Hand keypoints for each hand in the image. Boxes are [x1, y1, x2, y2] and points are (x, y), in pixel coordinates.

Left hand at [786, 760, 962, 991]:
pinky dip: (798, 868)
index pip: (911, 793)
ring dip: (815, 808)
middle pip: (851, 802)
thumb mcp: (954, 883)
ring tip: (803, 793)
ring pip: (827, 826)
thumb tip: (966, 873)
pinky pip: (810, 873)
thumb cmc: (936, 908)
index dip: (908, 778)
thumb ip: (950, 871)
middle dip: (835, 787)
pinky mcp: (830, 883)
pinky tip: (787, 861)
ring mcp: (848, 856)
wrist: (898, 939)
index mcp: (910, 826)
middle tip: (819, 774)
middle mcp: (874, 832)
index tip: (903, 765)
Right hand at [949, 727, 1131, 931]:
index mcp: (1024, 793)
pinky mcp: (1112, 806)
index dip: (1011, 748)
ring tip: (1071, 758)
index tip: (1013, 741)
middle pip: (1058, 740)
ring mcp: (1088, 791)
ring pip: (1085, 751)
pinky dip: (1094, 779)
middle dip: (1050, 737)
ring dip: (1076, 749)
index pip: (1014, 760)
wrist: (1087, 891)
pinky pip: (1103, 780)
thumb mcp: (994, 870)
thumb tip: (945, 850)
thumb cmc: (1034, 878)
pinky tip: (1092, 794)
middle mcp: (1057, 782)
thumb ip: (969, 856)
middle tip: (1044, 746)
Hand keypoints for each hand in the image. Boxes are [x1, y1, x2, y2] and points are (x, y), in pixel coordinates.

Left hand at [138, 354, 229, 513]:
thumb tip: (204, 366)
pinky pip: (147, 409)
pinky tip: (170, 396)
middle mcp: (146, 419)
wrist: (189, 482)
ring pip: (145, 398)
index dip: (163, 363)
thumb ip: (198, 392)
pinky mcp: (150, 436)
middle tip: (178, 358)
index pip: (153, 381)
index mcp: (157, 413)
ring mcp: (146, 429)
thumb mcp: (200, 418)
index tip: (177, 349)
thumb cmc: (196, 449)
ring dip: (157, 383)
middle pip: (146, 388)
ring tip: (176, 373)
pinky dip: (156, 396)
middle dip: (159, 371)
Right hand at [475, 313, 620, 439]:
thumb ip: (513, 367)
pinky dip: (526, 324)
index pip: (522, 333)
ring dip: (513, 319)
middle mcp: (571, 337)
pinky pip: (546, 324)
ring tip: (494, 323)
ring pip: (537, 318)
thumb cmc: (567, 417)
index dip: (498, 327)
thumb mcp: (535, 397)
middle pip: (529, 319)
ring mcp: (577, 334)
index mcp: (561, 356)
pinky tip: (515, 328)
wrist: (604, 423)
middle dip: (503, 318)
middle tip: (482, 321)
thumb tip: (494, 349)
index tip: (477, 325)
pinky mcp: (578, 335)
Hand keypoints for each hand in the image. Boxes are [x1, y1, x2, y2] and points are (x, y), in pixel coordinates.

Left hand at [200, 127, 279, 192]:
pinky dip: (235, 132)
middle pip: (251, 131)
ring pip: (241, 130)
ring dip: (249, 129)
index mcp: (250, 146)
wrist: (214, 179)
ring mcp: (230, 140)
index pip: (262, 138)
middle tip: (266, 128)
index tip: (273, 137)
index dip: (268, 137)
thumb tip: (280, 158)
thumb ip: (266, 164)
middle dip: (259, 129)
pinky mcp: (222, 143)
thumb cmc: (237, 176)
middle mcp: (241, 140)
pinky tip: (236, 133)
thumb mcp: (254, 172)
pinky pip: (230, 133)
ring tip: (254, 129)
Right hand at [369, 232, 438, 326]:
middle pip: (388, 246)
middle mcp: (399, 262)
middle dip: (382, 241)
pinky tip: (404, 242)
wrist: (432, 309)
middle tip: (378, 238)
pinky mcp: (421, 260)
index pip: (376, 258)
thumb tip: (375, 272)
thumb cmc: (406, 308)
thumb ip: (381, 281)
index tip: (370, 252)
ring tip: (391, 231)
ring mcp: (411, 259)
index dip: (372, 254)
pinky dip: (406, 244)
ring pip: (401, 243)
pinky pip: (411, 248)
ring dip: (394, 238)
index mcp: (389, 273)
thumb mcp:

§ **TASK REQUIREMENTS**:
Across the data above, how many lines carry the word "Left"? Only the number is needed.

§ **SOLUTION FOR THIS PROBLEM**:
3